The Trump administration has been working to roll back the rules set by the Obama administration that would limit how much methane gas can be vented to the atmosphere in oil and gas drilling and processing operations. In a press release today, the Environmental Protection Agency (EPA) announced it is proposing to relax Obama-era rules, saving the industry $484 million in avoided energy costs.
But the EPA is expected to justify its rules with analysis. That analysis (PDF) suggests that this regulatory rollback will also come with costs in the form of 308,000 short tons of methane emitted between 2019 and 2025. In context, the Aliso Canyon gas leak three years ago represented the largest accidental release of methane in US history, and during the four months that workers struggled to plug that well, an estimated 107,000 short tons of methane was released.
That is a serious amount of methane with serious climate consequences in the short term. Methane is many times more powerful than CO2 as a greenhouse gas, although it decomposes more quickly in the atmosphere. Carbon dioxide lingers longer in the atmosphere, but every single molecule of CO2 has a less warming effect than a methane molecule.
The EPA’s own analysis also says an additional 100,000 short tons of volatile organic compounds and 3,800 short tons of hazardous air pollutants would be emitted, compared to enforcing existing rules.
Latch Key Emissions
Under Obama-era rules, oil and gas drilling companies and processors face requirements to monitor their methane emissions quarterly, looking for leaks that could quietly release pollutants into the air. Under the newly proposed rule, the EPA only wants oil and gas companies to look for leaks semi-annually or annually. A recent study suggested that methane leaks from oil and gas infrastructure are dramatically underestimated, almost (but not quite) to the point where from a climate perspective, burning natural gas is just as damaging to the environment as burning coal.
The EPA’s current proposed action (PDF) would not only reduce the frequency with which the oil and gas industry would have to monitor for methane leaks, it would also relax the requirements for companies to certify a professional engineer that met methane emissions regulations. met. In addition, the EPA factsheet suggests the agency is considering extending the time a company has to complete an initial emissions survey after a well is placed. Currently, the rules require a well operator to have 60 days to check for emissions. No precise extended period has been suggested. The EPA also suggested giving the oil and gas industry additional time to repair any gas leaks.

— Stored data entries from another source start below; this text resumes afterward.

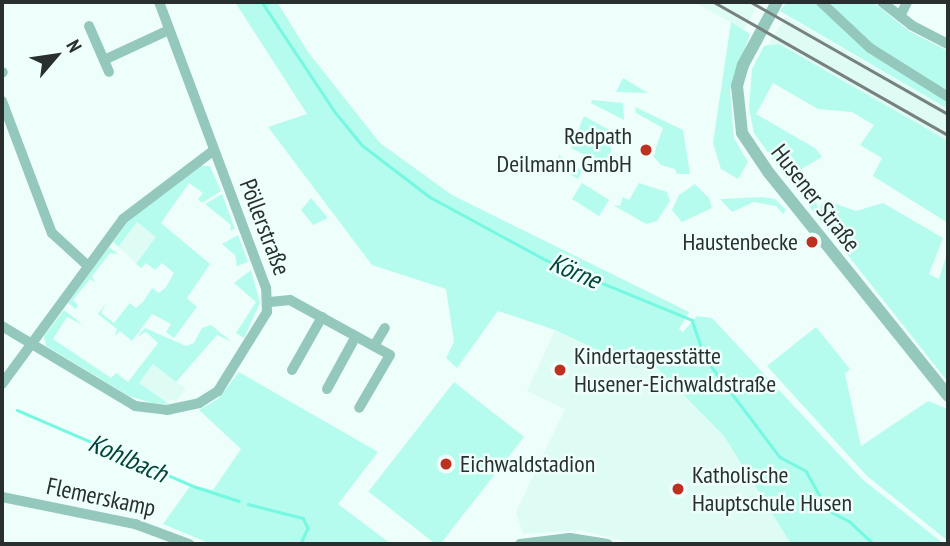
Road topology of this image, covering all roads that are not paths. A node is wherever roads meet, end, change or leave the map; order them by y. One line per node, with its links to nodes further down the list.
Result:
1 (159, 2): 8 (street, Pöllerstraße)
2 (777, 2): 26 (street, Husener Straße)
3 (821, 2): 12 (street)
4 (882, 2): 6 (street)
5 (907, 2): 6 (street)
6 (900, 16): 9 (street)
7 (89, 26): 10 (street)
8 (169, 30): 10 (street); 14 (street, Pöllerstraße)
9 (948, 44)
10 (104, 60): 11 (street)
11 (109, 72)
12 (948, 97)
13 (2, 101): 15 (street)
14 (213, 151): 15 (street); 16 (street, Pöllerstraße)
15 (88, 266): 21 (street)
16 (270, 302): 17 (street); 21 (street, Pöllerstraße)
17 (322, 317): 20 (street); 23 (street)
18 (2, 326): 21 (street, Pöllerstraße)
19 (385, 328): 22 (street)
20 (356, 336): 22 (street); 25 (street)
21 (30, 344): 24 (street)
22 (374, 346): 27 (street)
23 (292, 370)
24 (2, 384)
25 (327, 389)
26 (948, 396)
27 (359, 408)
28 (2, 498): 29 (street, Flemerskamp)
29 (189, 544)
30 (520, 544): 31 (street)
31 (608, 544)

The Trump administration has faced several legal challenges related to these methane regulations. The EPA under former administrator Scott Pruitt simply didn’t try to enforce Obama-era rules as it prepared its analysis for more efficient regulatory rollbacks, but the agency was mandated in 2017 to enforce those rules by the U.S. Court of Appeal.
The EPA will hold a public hearing on the proposed rules in Denver, Colorado, at a date yet to be determined.